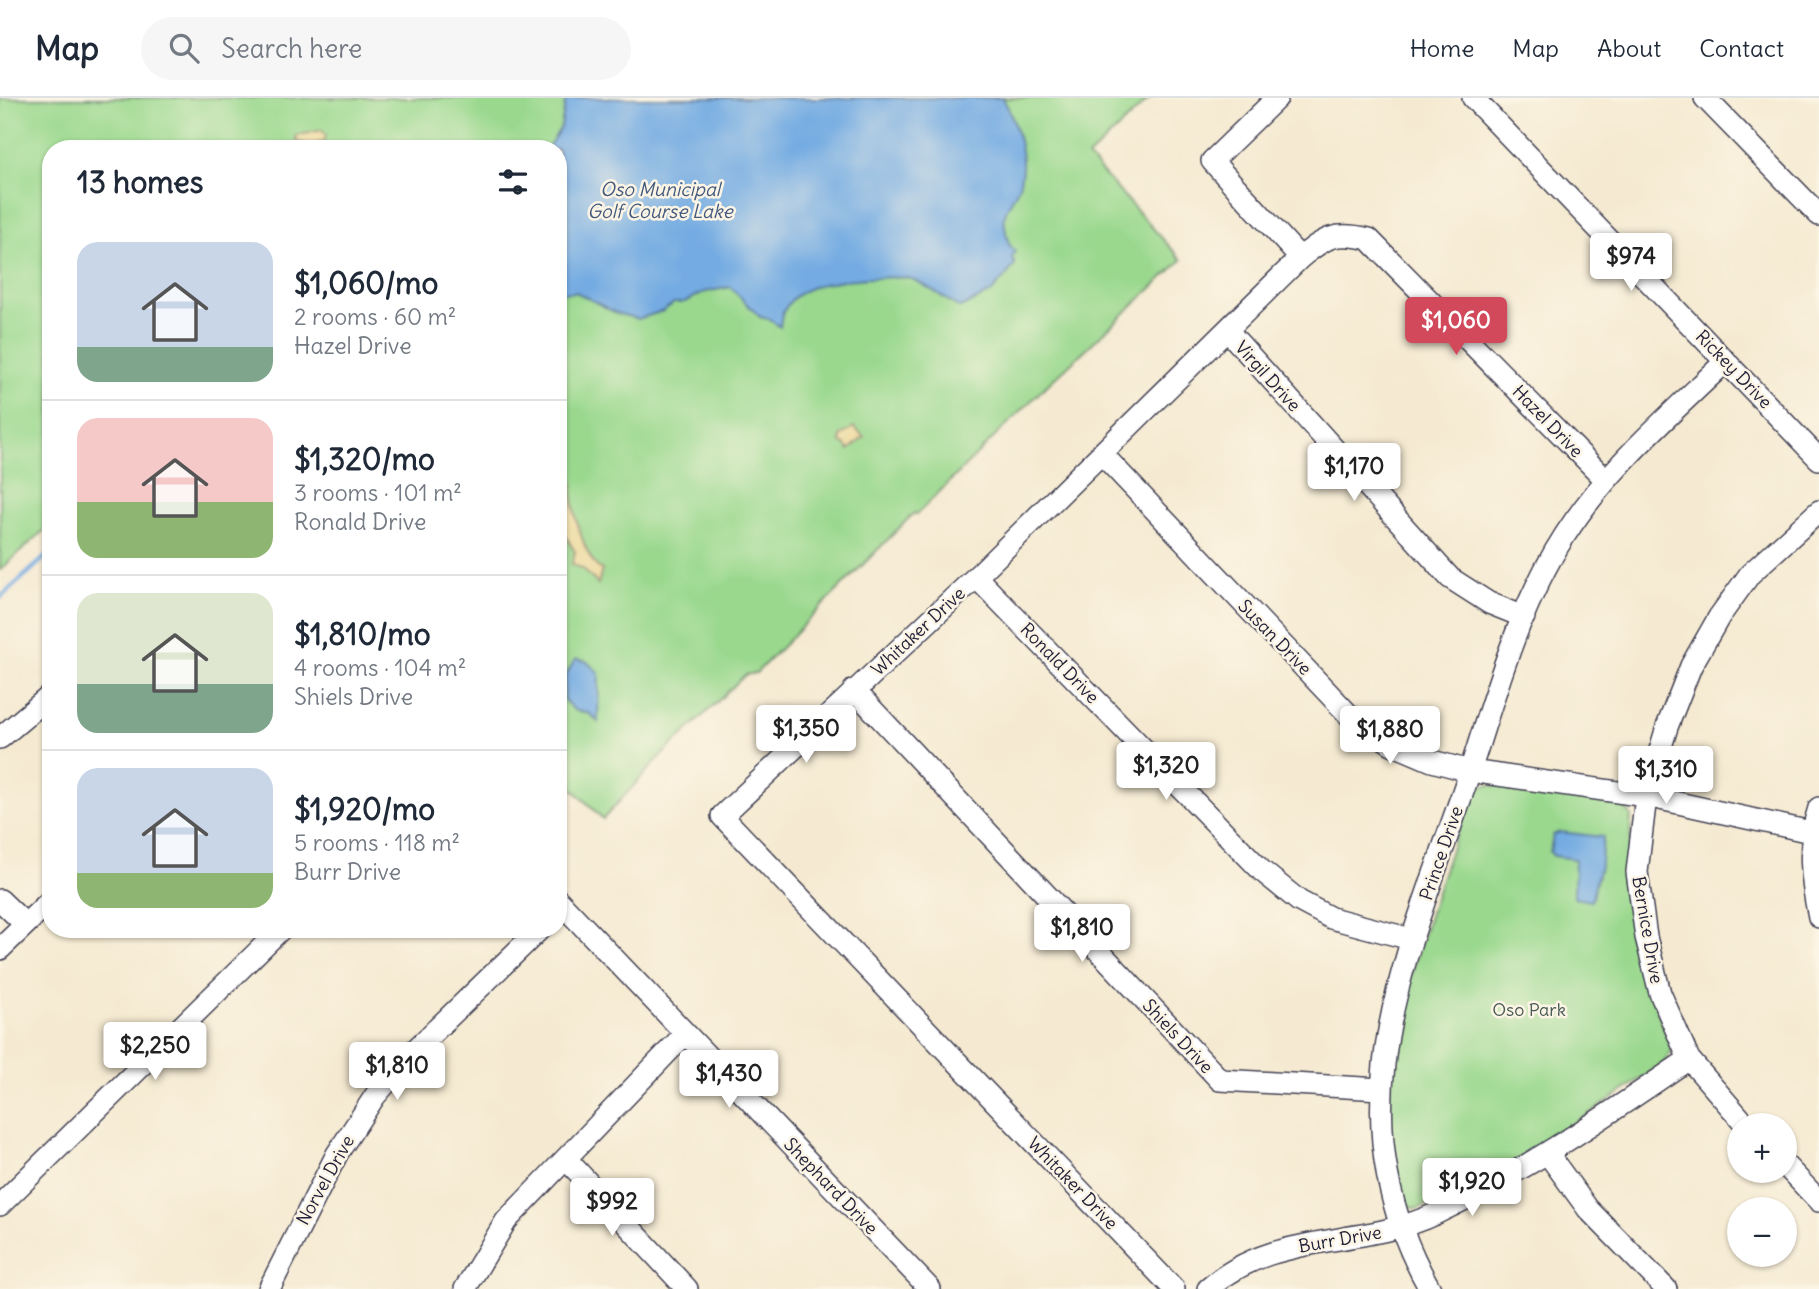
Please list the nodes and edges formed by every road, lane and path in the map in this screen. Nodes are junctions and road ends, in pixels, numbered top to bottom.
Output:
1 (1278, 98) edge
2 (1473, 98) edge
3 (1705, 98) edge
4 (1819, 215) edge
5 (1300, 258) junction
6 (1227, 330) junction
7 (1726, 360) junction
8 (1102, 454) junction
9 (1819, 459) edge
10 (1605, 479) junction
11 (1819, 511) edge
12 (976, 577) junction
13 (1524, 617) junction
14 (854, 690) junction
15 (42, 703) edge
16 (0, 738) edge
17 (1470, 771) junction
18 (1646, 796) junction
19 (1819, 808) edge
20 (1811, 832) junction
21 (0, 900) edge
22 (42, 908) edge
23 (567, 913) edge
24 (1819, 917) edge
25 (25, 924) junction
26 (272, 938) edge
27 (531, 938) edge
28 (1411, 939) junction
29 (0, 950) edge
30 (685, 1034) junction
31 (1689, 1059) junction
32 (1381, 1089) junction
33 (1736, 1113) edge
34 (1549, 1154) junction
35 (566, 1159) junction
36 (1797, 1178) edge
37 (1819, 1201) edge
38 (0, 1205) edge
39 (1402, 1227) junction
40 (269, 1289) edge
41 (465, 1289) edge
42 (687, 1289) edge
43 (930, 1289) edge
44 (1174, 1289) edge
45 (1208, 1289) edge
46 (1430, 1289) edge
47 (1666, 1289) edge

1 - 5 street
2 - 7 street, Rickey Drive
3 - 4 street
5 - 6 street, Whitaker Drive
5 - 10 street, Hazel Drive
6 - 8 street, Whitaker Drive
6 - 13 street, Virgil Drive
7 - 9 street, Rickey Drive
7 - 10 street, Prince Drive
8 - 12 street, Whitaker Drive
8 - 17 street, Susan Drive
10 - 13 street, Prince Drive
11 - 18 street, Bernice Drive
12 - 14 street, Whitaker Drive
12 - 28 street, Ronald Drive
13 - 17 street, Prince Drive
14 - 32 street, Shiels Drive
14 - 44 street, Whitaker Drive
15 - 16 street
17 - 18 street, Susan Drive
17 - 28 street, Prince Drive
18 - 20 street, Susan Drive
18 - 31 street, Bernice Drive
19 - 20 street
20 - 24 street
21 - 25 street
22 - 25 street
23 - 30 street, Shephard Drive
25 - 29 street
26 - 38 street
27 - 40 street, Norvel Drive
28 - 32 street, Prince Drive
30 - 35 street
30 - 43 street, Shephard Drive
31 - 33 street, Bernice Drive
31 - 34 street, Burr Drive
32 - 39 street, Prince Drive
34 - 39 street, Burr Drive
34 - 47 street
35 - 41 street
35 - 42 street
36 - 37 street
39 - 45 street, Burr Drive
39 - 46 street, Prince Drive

....

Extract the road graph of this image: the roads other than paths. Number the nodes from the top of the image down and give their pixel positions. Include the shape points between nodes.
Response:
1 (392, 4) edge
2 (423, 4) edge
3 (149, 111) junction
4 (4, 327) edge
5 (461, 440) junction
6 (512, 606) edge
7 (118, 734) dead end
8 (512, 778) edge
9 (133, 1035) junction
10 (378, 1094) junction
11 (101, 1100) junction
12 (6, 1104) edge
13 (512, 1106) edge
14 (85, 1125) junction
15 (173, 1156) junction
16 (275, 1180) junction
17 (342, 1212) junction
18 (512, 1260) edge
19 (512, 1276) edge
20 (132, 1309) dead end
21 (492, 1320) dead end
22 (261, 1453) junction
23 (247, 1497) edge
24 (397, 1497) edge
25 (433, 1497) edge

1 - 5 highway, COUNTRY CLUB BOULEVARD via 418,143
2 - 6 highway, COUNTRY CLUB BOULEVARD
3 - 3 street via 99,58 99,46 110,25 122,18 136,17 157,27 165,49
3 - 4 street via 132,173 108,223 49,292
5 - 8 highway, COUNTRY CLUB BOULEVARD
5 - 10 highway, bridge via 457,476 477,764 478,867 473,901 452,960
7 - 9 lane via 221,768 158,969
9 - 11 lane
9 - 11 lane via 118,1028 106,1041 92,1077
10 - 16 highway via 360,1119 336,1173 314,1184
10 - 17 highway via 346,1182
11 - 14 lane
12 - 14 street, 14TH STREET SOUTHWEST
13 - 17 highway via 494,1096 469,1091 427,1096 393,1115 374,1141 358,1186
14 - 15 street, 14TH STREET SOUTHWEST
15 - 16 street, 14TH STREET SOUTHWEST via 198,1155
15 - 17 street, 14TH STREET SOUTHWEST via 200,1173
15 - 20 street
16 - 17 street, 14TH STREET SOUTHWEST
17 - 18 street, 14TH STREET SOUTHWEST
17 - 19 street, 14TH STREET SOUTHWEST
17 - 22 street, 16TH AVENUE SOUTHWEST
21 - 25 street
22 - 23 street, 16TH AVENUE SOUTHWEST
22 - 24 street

....

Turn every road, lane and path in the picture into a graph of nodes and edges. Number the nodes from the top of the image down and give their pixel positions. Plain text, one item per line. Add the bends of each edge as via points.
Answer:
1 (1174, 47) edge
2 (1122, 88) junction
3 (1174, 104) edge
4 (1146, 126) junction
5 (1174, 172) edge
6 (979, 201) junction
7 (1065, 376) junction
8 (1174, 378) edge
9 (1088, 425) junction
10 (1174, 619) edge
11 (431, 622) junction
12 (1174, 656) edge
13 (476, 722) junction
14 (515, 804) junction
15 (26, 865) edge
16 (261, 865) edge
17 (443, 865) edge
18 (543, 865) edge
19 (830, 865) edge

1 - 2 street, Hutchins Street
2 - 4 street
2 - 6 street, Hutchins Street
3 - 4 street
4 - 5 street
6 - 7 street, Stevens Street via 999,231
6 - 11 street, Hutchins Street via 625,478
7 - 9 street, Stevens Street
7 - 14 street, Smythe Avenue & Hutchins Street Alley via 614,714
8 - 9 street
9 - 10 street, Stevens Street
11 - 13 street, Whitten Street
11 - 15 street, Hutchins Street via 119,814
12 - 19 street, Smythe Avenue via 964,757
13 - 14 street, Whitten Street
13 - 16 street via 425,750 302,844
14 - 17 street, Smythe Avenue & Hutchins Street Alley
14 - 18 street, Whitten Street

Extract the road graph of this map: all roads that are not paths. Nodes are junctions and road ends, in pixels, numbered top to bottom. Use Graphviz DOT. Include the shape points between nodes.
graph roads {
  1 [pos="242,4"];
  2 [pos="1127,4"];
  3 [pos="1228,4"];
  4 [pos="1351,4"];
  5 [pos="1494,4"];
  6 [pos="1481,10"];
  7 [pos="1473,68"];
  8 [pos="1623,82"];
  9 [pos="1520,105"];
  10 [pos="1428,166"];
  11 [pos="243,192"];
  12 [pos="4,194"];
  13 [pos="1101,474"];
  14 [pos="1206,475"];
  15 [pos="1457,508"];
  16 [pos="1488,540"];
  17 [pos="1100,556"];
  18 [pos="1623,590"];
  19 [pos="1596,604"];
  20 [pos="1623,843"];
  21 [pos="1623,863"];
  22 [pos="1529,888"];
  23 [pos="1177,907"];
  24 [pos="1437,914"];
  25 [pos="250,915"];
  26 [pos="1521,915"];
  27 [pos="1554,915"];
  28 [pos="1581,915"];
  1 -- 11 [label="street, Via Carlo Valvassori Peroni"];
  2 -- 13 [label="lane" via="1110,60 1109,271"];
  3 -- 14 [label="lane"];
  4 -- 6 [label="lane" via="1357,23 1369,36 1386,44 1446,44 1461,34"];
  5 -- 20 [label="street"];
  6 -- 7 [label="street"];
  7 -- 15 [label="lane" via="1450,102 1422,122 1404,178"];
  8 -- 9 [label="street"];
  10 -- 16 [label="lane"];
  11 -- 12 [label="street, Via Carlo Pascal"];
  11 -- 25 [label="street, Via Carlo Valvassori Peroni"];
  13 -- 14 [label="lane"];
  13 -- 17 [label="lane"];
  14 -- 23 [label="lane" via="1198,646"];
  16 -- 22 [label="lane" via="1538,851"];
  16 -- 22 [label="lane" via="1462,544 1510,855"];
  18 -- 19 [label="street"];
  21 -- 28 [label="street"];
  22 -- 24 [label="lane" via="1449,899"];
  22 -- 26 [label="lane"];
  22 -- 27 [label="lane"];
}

....

Exercise requirements: Present each line from the listing that holds the string "Extract".

Exercise output:
Extract the road graph of this image: the roads other than paths. Number the nodes from the top of the image down and give their pixel positions. Include the shape points between nodes.
Extract the road graph of this map: all roads that are not paths. Nodes are junctions and road ends, in pixels, numbered top to bottom. Use Graphviz DOT. Include the shape points between nodes.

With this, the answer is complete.